管理職自身が「怒鳴ってしまった」と後で後悔していた

「大声を出してしまった」その日の帰り道

ある会社で、課長のOOさんは、繁忙期の対応と重なる締め切りに追われていました。

そんな中、部下のPPさんが、確認すれば防げたはずのミスを起こしてしまいます。取引先への謝罪対応を終えた直後、張り詰めていた緊張の糸が切れました。

「何度言えば分かるんだ!」

自分でも驚くほどの大声がオフィス中に響きました。

一瞬にして職場は静まり返り、PPさんは顔をこわばらせたまま俯いてしまいました。周囲の社員も気まずそうに視線をそらします。

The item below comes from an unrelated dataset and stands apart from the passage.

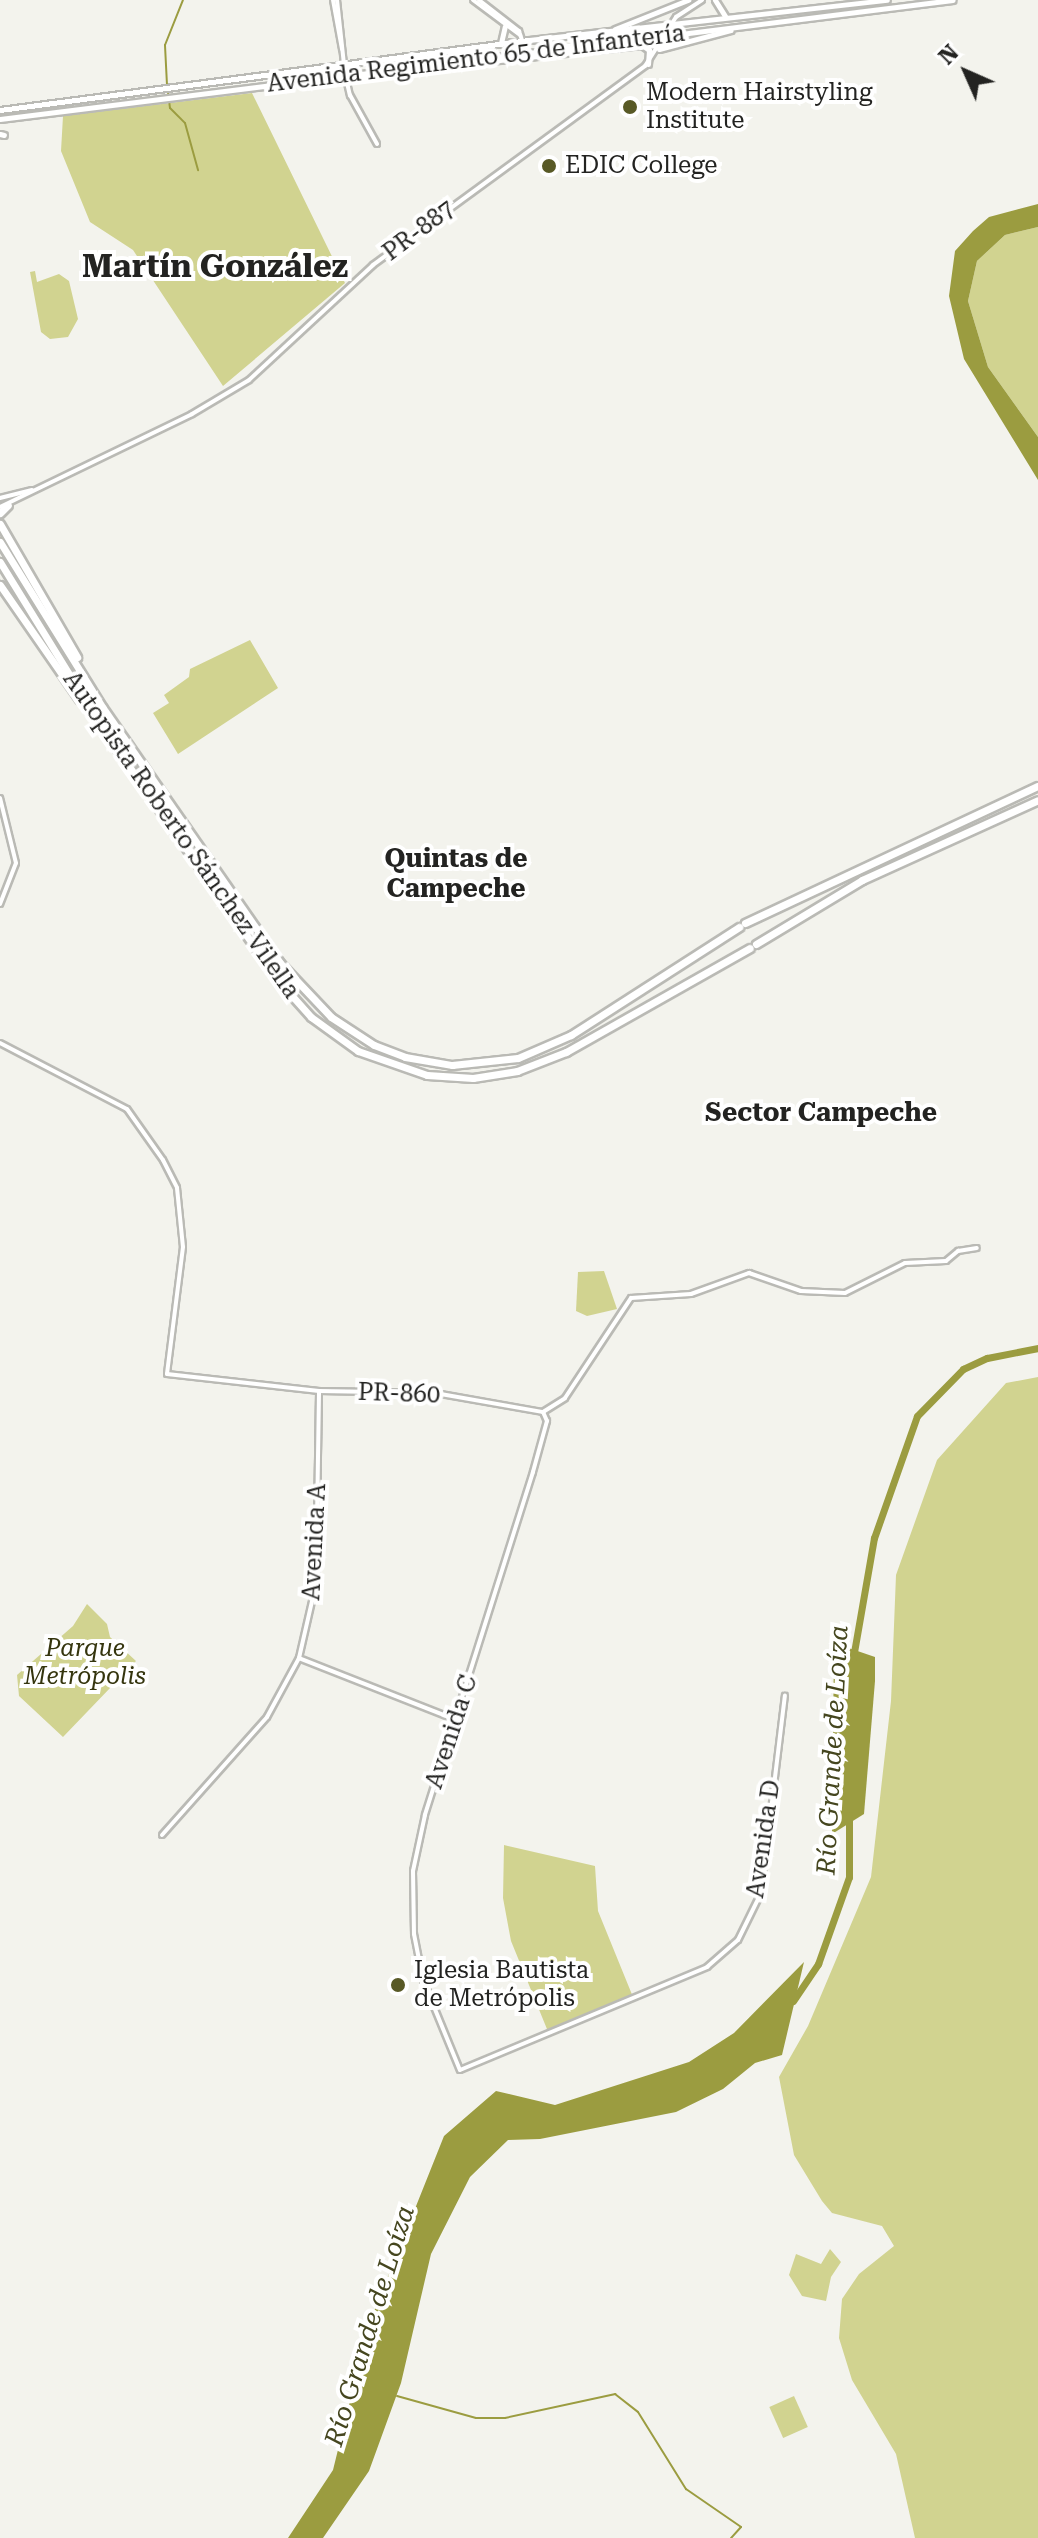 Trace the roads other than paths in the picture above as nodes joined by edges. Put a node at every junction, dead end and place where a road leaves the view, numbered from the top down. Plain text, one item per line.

その日の帰り道、OOさんの頭を占めていたのは、怒りではなく後悔でした。

「指摘した内容は間違っていなかった。しかし、あの伝え方は完全に間違っていた。」

そう考えるたびに胸が痛みました。


翌朝、OOさんはPPさんを別室に呼びました。

「昨日は大声を出してしまって、本当に申し訳なかった。ミスは指摘しなければならなかったと思う。でも、あの伝え方は間違っていた。」

PPさんは驚いた表情を浮かべましたが、次第に表情が和らいでいきました。

その姿を見て、OOさんはもう一つ、大切なことに気づきました。

自分は、PPさんが嫌いだから怒鳴ったのではなかった。

むしろ逆でした。

さらに振り返ると、原因はPPさんのミスだけではありませんでした。

連日の残業、終わらない業務、取引先への対応……。

心にも時間にも余裕がなくなっていたことが、最後の一押しになっていたのです。

そこでOOさんは考えました。

「期待を持つこと」と「怒鳴ること」は、まったく別のことではないか。

相手に成長してほしいという思いは大切です。

しかし、
その思いが怒鳴るという形で伝わってしまえば、
相手に届くのは期待ではなく恐怖です。

恐怖では、人は一時的に動くことはあっても、自ら考え、成長する力は育ちません。

それ以来、OOさんは、自分が感情的になりそうなときほど、一度立ち止まるようになりました。

「今、自分は怒っているのか。それとも期待しているのか。」

そう自分に問いかけるだけで、言葉の選び方は大きく変わるようになりました。


この事例から学べること

① 怒鳴る原因は、怒りだけではありません

管理職が怒鳴ってしまう背景には、

「成長してほしい」
「成功してほしい」
「失敗してほしくない」

という期待責任感が隠れていることが少なくありません。

だからこそ、「怒鳴ってしまう自分は最低だ」と責めるだけでは、根本的な解決にはなりません。

「期待」と「伝え方」は分けて考えることが大切です

期待することは悪いことではありません。

問題なのは、その期待が感情となって噴き出し、怒鳴るという形で表現されてしまうことです。

相手に届けたいのは期待であり、恐怖ではありません

③ 怒鳴りそうなときは、自分の状態を確認する

怒鳴る直前は、相手だけでなく、自分自身も限界に近づいていることが少なくありません。

[「疲れていないか。」
「焦っていないか。」
「余裕を失っていないか。」

まず自分の状態に気づくことが、感情をコントロールする第一歩になります。

④ 怒鳴ってしまったら、できるだけ早く向き合う

もし感情的になってしまったら、時間を空けずに本人へ伝えましょう。

謝るべきことは、
ミスを指摘したことではなく、怒鳴ってしまったこと(伝え方)です。

その一言が、失われかけた信頼関係を取り戻すきっかけになることがあります。

⑤ 本当のリーダーシップは、怒鳴ることではなく導くことです

「どうでもいい相手なら怒鳴らない。」

確かに、その側面はあります。

しかし、本当に相手の成長を願うのであれば、怒鳴ることではなく、相手が前を向いて成長できるように導くことが大切です。

期待が大きい人ほど、言葉は強くなりがちです。

だからこそ、期待の大きさではなく、伝え方の質が、優れた管理職をつくるのです。